O Governo golpista de Honduras qualificou hoje de “intervencionismo inédito” o recente pedido do Brasil aos Estados Unidos para adiar as eleições que se celebrarão no próximo domingo no país centro-americano.
“Lamentamos profundamente as declarações do senhor Marco Aurélio Garcia, assessor especial da Presidência da República para assuntos internacionais, em sua intenção de propor perante o Departamento de Estado dos EUA a postergação do exercício do sufrágio em nosso país”, expressou em comunicado a Chancelaria hondurenha.
“Ditas expressões refletem um intervencionismo inédito de parte de um Governo nos assuntos internos de nossa nação”, acrescentou.

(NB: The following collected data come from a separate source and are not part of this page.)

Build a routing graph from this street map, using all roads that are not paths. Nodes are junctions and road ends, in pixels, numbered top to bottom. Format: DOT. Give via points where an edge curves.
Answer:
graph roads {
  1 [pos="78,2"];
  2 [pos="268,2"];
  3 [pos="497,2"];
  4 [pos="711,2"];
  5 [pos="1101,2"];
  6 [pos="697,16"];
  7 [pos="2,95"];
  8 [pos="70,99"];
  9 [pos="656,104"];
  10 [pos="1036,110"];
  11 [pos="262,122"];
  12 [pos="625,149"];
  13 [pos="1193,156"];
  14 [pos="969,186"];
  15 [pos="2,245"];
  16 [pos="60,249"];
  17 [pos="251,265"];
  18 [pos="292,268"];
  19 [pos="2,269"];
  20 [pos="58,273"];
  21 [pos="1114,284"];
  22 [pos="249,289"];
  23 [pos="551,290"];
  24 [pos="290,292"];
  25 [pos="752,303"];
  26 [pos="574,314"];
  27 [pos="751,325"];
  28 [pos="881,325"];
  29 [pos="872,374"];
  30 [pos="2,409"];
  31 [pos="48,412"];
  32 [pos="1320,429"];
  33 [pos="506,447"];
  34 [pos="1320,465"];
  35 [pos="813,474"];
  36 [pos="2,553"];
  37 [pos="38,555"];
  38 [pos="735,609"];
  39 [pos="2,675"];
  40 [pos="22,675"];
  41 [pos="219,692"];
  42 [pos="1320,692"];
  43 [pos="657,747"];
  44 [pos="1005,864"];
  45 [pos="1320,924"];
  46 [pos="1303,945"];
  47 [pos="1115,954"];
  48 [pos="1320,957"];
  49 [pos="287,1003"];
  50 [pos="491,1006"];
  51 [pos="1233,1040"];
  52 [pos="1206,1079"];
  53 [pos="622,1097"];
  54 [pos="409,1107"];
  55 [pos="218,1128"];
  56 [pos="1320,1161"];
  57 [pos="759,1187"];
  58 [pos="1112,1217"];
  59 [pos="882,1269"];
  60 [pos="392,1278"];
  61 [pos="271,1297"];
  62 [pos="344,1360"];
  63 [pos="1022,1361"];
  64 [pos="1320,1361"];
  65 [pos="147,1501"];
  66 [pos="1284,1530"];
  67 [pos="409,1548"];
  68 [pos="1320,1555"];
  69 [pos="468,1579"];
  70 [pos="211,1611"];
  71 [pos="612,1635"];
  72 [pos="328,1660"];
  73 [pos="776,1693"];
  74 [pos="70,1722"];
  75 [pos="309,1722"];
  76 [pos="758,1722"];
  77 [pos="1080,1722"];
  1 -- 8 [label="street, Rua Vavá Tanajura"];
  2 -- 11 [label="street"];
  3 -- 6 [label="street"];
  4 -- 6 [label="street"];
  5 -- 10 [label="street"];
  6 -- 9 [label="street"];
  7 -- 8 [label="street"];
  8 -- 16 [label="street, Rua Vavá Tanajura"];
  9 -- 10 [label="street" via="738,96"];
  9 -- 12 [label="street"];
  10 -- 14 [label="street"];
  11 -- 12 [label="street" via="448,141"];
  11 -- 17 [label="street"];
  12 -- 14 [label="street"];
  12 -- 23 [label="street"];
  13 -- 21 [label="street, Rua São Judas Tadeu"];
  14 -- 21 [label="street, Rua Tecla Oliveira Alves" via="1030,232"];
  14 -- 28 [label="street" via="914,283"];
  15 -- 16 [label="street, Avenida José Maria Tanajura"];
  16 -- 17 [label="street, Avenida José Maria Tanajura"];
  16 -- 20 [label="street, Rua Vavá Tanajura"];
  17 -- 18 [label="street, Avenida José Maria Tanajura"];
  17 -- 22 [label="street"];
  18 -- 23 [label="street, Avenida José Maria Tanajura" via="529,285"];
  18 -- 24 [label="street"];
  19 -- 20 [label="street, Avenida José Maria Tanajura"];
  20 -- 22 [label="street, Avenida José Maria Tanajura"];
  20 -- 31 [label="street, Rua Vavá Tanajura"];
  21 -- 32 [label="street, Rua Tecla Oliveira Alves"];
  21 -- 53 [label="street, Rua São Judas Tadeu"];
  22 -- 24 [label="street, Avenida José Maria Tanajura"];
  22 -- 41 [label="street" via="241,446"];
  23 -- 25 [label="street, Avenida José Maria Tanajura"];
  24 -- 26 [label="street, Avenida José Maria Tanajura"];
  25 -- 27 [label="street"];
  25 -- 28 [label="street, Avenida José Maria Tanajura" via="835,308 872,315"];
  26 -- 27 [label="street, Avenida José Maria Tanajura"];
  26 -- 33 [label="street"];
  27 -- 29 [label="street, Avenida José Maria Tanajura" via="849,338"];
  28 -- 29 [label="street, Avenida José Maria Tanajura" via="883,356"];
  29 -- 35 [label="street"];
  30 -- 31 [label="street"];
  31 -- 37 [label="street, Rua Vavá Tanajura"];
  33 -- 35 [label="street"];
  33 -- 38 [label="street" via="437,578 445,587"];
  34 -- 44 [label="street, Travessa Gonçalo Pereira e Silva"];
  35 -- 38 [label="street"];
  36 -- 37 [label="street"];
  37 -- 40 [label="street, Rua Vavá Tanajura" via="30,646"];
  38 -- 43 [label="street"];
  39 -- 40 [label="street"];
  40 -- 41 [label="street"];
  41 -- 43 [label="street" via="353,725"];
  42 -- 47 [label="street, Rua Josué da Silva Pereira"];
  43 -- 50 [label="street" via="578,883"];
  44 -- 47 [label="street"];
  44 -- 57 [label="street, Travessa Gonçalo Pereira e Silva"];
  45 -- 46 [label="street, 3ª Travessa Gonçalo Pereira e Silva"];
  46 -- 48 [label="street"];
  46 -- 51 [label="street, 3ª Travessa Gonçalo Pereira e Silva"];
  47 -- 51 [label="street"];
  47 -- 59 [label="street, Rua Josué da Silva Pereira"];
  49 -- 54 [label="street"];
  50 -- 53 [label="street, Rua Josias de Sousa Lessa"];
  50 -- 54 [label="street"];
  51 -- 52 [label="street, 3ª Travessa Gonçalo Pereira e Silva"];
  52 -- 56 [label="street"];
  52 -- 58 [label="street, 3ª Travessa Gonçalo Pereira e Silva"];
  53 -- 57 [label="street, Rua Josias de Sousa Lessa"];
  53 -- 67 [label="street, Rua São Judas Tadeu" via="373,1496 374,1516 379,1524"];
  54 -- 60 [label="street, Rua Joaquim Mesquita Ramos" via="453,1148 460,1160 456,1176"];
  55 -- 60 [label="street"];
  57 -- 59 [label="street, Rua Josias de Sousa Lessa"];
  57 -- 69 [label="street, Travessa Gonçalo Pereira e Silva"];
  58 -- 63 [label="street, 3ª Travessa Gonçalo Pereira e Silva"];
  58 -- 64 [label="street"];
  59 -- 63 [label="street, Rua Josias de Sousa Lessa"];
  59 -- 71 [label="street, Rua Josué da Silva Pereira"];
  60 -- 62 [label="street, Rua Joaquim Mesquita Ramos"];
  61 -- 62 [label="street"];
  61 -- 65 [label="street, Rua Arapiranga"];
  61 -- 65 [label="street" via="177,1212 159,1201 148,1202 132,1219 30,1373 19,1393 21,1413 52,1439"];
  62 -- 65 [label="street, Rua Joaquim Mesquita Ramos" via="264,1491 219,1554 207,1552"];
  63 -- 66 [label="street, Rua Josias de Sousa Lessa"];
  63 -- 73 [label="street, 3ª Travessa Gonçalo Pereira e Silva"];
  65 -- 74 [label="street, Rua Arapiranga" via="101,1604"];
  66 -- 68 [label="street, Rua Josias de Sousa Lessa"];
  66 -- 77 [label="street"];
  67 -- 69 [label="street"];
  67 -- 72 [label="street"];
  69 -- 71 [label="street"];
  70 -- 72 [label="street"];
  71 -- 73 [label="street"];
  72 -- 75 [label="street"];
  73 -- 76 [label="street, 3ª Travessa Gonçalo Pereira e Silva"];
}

O pedido do Brasil para adiar as eleições em Honduras até que seja restituído o deposto presidente, Manuel Zelaya, foi colocada no último dia 17 e rejeitada pelos EUA, segundo versões do jornal Estado de São Paulo recolhidas hoje por meios de comunicação hondurenhos.
Zelaya permanece desde o dia 21 de setembro na embaixada do Brasil em Tegucigalpa, após voltar clandestinamente a Honduras, de onde tinha sido expulso pelos militares em 28 de junho.
A Chancelaria afirmou, além disso, que Honduras “se encaminha com passo seguro à realização de eleições gerais”, às que o Tribunal Supremo Eleitoral convidou a Governos e organismos para que enviem observadores.